Sequence and Features
- 10COMPATIBLE WITH RFC[10]
- 12COMPATIBLE WITH RFC[12]
- 21COMPATIBLE WITH RFC[21]
- 23COMPATIBLE WITH RFC[23]
- 25COMPATIBLE WITH RFC[25]
- 1000INCOMPATIBLE WITH RFC[1000]Illegal BsaI.rc site found at 433
Characterization
This basic part codes for acid phosphatase enzyme and was isolated from Escherichia Coli K12. In its native form, it secretes aphA into the periplasmic region. The enzyme, when purified, is able to dephosphorylate many phosphate containing substrates.

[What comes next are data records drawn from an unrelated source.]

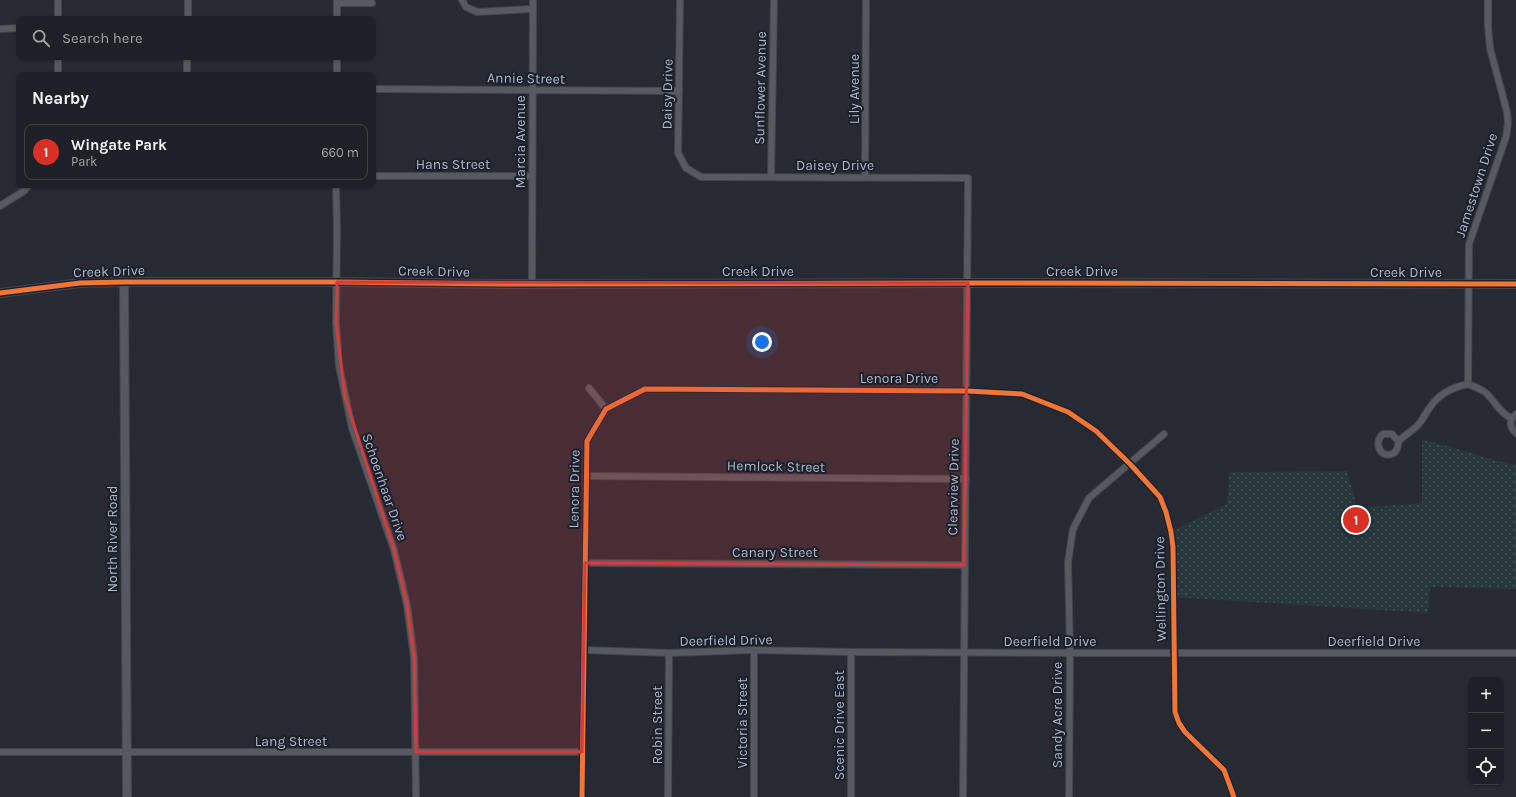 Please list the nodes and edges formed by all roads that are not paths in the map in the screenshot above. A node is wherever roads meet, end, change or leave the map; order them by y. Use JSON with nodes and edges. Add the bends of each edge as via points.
{"nodes":[{"id":1,"x":58,"y":0,"type":"edge"},
{"id":2,"x":188,"y":0,"type":"edge"},
{"id":3,"x":462,"y":0,"type":"edge"},
{"id":4,"x":533,"y":0,"type":"edge"},
{"id":5,"x":680,"y":0,"type":"edge"},
{"id":6,"x":774,"y":0,"type":"edge"},
{"id":7,"x":866,"y":0,"type":"edge"},
{"id":8,"x":1488,"y":0,"type":"edge"},
{"id":9,"x":337,"y":2,"type":"edge"},
{"id":10,"x":372,"y":3,"type":"dead end"},
{"id":11,"x":532,"y":9,"type":"junction"},
{"id":12,"x":58,"y":16,"type":"edge"},
{"id":13,"x":188,"y":16,"type":"edge"},
{"id":14,"x":337,"y":16,"type":"edge"},
{"id":15,"x":16,"y":28,"type":"edge"},
{"id":16,"x":0,"y":29,"type":"edge"},
{"id":17,"x":58,"y":60,"type":"edge"},
{"id":18,"x":187,"y":60,"type":"edge"},
{"id":19,"x":337,"y":60,"type":"edge"},
{"id":20,"x":58,"y":72,"type":"edge"},
{"id":21,"x":187,"y":72,"type":"edge"},
{"id":22,"x":336,"y":72,"type":"edge"},
{"id":23,"x":376,"y":89,"type":"edge"},
{"id":24,"x":532,"y":89,"type":"junction"},
{"id":25,"x":679,"y":91,"type":"junction"},
{"id":26,"x":376,"y":176,"type":"edge"},
{"id":27,"x":532,"y":176,"type":"junction"},
{"id":28,"x":701,"y":177,"type":"joint"},
{"id":29,"x":771,"y":177,"type":"junction"},
{"id":30,"x":865,"y":177,"type":"junction"},
{"id":31,"x":968,"y":178,"type":"joint"},
{"id":32,"x":26,"y":188,"type":"edge"},
{"id":33,"x":336,"y":188,"type":"edge"},
{"id":34,"x":0,"y":206,"type":"edge"},
{"id":35,"x":124,"y":282,"type":"junction"},
{"id":36,"x":337,"y":282,"type":"junction"},
{"id":37,"x":968,"y":282,"type":"junction"},
{"id":38,"x":532,"y":283,"type":"junction"},
{"id":39,"x":1469,"y":284,"type":"junction"},
{"id":40,"x":1516,"y":284,"type":"edge"},
{"id":41,"x":0,"y":293,"type":"edge"},
{"id":42,"x":1468,"y":384,"type":"junction"},
{"id":43,"x":589,"y":388,"type":"dead end"},
{"id":44,"x":966,"y":391,"type":"junction"},
{"id":45,"x":606,"y":409,"type":"junction"},
{"id":46,"x":1514,"y":416,"type":"edge"},
{"id":47,"x":1516,"y":433,"type":"edge"},
{"id":48,"x":1164,"y":434,"type":"dead end"},
{"id":49,"x":1398,"y":441,"type":"dead end"},
{"id":50,"x":1130,"y":464,"type":"junction"},
{"id":51,"x":586,"y":476,"type":"junction"},
{"id":52,"x":966,"y":480,"type":"junction"},
{"id":53,"x":585,"y":563,"type":"junction"},
{"id":54,"x":964,"y":565,"type":"junction"},
{"id":55,"x":584,"y":650,"type":"junction"},
{"id":56,"x":754,"y":650,"type":"junction"},
{"id":57,"x":851,"y":652,"type":"junction"},
{"id":58,"x":964,"y":652,"type":"junction"},
{"id":59,"x":669,"y":653,"type":"junction"},
{"id":60,"x":1070,"y":653,"type":"junction"},
{"id":61,"x":1174,"y":653,"type":"junction"},
{"id":62,"x":1516,"y":653,"type":"edge"},
{"id":63,"x":0,"y":752,"type":"edge"},
{"id":64,"x":416,"y":752,"type":"junction"},
{"id":65,"x":582,"y":752,"type":"junction"},
{"id":66,"x":126,"y":753,"type":"junction"},
{"id":67,"x":127,"y":797,"type":"edge"},
{"id":68,"x":416,"y":797,"type":"edge"},
{"id":69,"x":582,"y":797,"type":"edge"},
{"id":70,"x":668,"y":797,"type":"edge"},
{"id":71,"x":754,"y":797,"type":"edge"},
{"id":72,"x":851,"y":797,"type":"edge"},
{"id":73,"x":963,"y":797,"type":"edge"},
{"id":74,"x":1069,"y":797,"type":"edge"},
{"id":75,"x":1234,"y":797,"type":"edge"}],
"edges":[{"from":1,"to":12,"type":"street"},
{"from":2,"to":13,"type":"street"},
{"from":3,"to":11,"type":"street","via":[[466,7],[477,12]]},
{"from":4,"to":11,"type":"street","name":"Marcia Avenue"},
{"from":5,"to":25,"type":"street","name":"Daisy Drive"},
{"from":6,"to":29,"type":"street","name":"Sunflower Avenue"},
{"from":7,"to":30,"type":"street","name":"Lily Avenue"},
{"from":8,"to":39,"type":"street","name":"Jamestown Drive","via":[[1490,48],[1508,123],[1506,137],[1469,244]]},
{"from":9,"to":10,"type":"street"},
{"from":9,"to":14,"type":"street"},
{"from":11,"to":24,"type":"street","name":"Marcia Avenue"},
{"from":15,"to":16,"type":"street"},
{"from":17,"to":20,"type":"street"},
{"from":18,"to":21,"type":"street"},
{"from":19,"to":22,"type":"street"},
{"from":23,"to":24,"type":"street","name":"Annie Street"},
{"from":24,"to":25,"type":"street","name":"Annie Street"},
{"from":24,"to":27,"type":"street","name":"Marcia Avenue"},
{"from":25,"to":28,"type":"street","name":"Daisy Drive","via":[[678,153],[686,168]]},
{"from":26,"to":27,"type":"street","name":"Hans Street"},
{"from":27,"to":38,"type":"street","name":"Marcia Avenue"},
{"from":28,"to":29,"type":"street","name":"Daisey Drive"},
{"from":29,"to":30,"type":"street","name":"Daisey Drive"},
{"from":30,"to":31,"type":"street","name":"Daisey Drive"},
{"from":31,"to":37,"type":"street","name":"Clearview Drive"},
{"from":32,"to":34,"type":"street"},
{"from":33,"to":36,"type":"street","name":"Schoenhaar Drive"},
{"from":35,"to":36,"type":"street","name":"Creek Drive"},
{"from":35,"to":41,"type":"street","name":"Creek Drive","via":[[80,283]]},
{"from":35,"to":66,"type":"street","name":"North River Road"},
{"from":36,"to":38,"type":"street","name":"Creek Drive"},
{"from":36,"to":64,"type":"street","name":"Schoenhaar Drive","via":[[336,323],[339,366],[345,397],[354,434],[394,550],[407,605],[414,658]]},
{"from":37,"to":38,"type":"street","name":"Creek Drive"},
{"from":37,"to":39,"type":"street","name":"Creek Drive"},
{"from":37,"to":44,"type":"street","name":"Clearview Drive"},
{"from":39,"to":40,"type":"street","name":"Creek Drive"},
{"from":39,"to":42,"type":"street","name":"Jamestown Drive"},
{"from":42,"to":46,"type":"street","via":[[1488,395],[1504,415]]},
{"from":42,"to":49,"type":"street","via":[[1441,395],[1432,403],[1418,425]]},
{"from":43,"to":45,"type":"street"},
{"from":44,"to":45,"type":"street","name":"Lenora Drive","via":[[645,389]]},
{"from":44,"to":50,"type":"street","name":"Wellington Drive","via":[[1022,394],[1068,412],[1096,431]]},
{"from":44,"to":52,"type":"street","name":"Clearview Drive"},
{"from":45,"to":51,"type":"street","name":"Lenora Drive","via":[[587,440]]},
{"from":46,"to":47,"type":"street","via":[[1510,426]]},
{"from":48,"to":50,"type":"street","name":"Sandy Acre Drive"},
{"from":50,"to":60,"type":"street","name":"Sandy Acre Drive","via":[[1089,498],[1073,528],[1068,562]]},
{"from":50,"to":61,"type":"street","name":"Wellington Drive","via":[[1160,497],[1172,532]]},
{"from":51,"to":52,"type":"street","name":"Hemlock Street"},
{"from":51,"to":53,"type":"street","name":"Lenora Drive"},
{"from":52,"to":54,"type":"street","name":"Clearview Drive"},
{"from":53,"to":54,"type":"street","name":"Canary Street"},
{"from":53,"to":55,"type":"street","name":"Lenora Drive"},
{"from":54,"to":58,"type":"street","name":"Clearview Drive"},
{"from":55,"to":59,"type":"street","name":"Deerfield Drive"},
{"from":55,"to":65,"type":"street","name":"Lenora Drive"},
{"from":56,"to":57,"type":"street","name":"Deerfield Drive"},
{"from":56,"to":59,"type":"street","name":"Deerfield Drive"},
{"from":56,"to":71,"type":"street","name":"Victoria Street"},
{"from":57,"to":58,"type":"street","name":"Deerfield Drive"},
{"from":57,"to":72,"type":"street","name":"Scenic Drive East"},
{"from":58,"to":60,"type":"street","name":"Deerfield Drive"},
{"from":58,"to":73,"type":"street","name":"Clearview Drive"},
{"from":59,"to":70,"type":"street","name":"Robin Street"},
{"from":60,"to":61,"type":"street","name":"Deerfield Drive"},
{"from":60,"to":74,"type":"street","name":"Sandy Acre Drive"},
{"from":61,"to":62,"type":"street","name":"Deerfield Drive"},
{"from":61,"to":75,"type":"street","name":"Wellington Drive","via":[[1175,712],[1179,723],[1224,770]]},
{"from":63,"to":66,"type":"street","name":"Lang Street"},
{"from":64,"to":65,"type":"street","name":"Lang Street"},
{"from":64,"to":66,"type":"street","name":"Lang Street"},
{"from":64,"to":68,"type":"street","name":"Schoenhaar Drive"},
{"from":65,"to":69,"type":"street","name":"Lenora Drive"},
{"from":66,"to":67,"type":"street","name":"North River Road"}]}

We attempted to characterize the enzyme with substrates pNPP. We constructed a plasmid with promoter BBa_J23100,RBS BBa_B0034,and terminator BBa_B0015 and characterized it through assays.
Biuret Assay
Here we determined the general concentration of the enzyme with the help of Biuret Assay. A standard graph with known concentrations of the enzyme were prepared.
The absorbance of unknown sample concentrations were determined at 520nm and compared to the standard graph to identify enzyme concentration.
pNPP Assay
Here, we characterized acid phosphatase activity using pNPP assay. The transformed cells were lysed and homogenized to prepare enzyme sample. The pH was maintained at 5.5 and substrate concentration was varied in the samples.
The absorbance value was taken at 405nm and a graph was plotted.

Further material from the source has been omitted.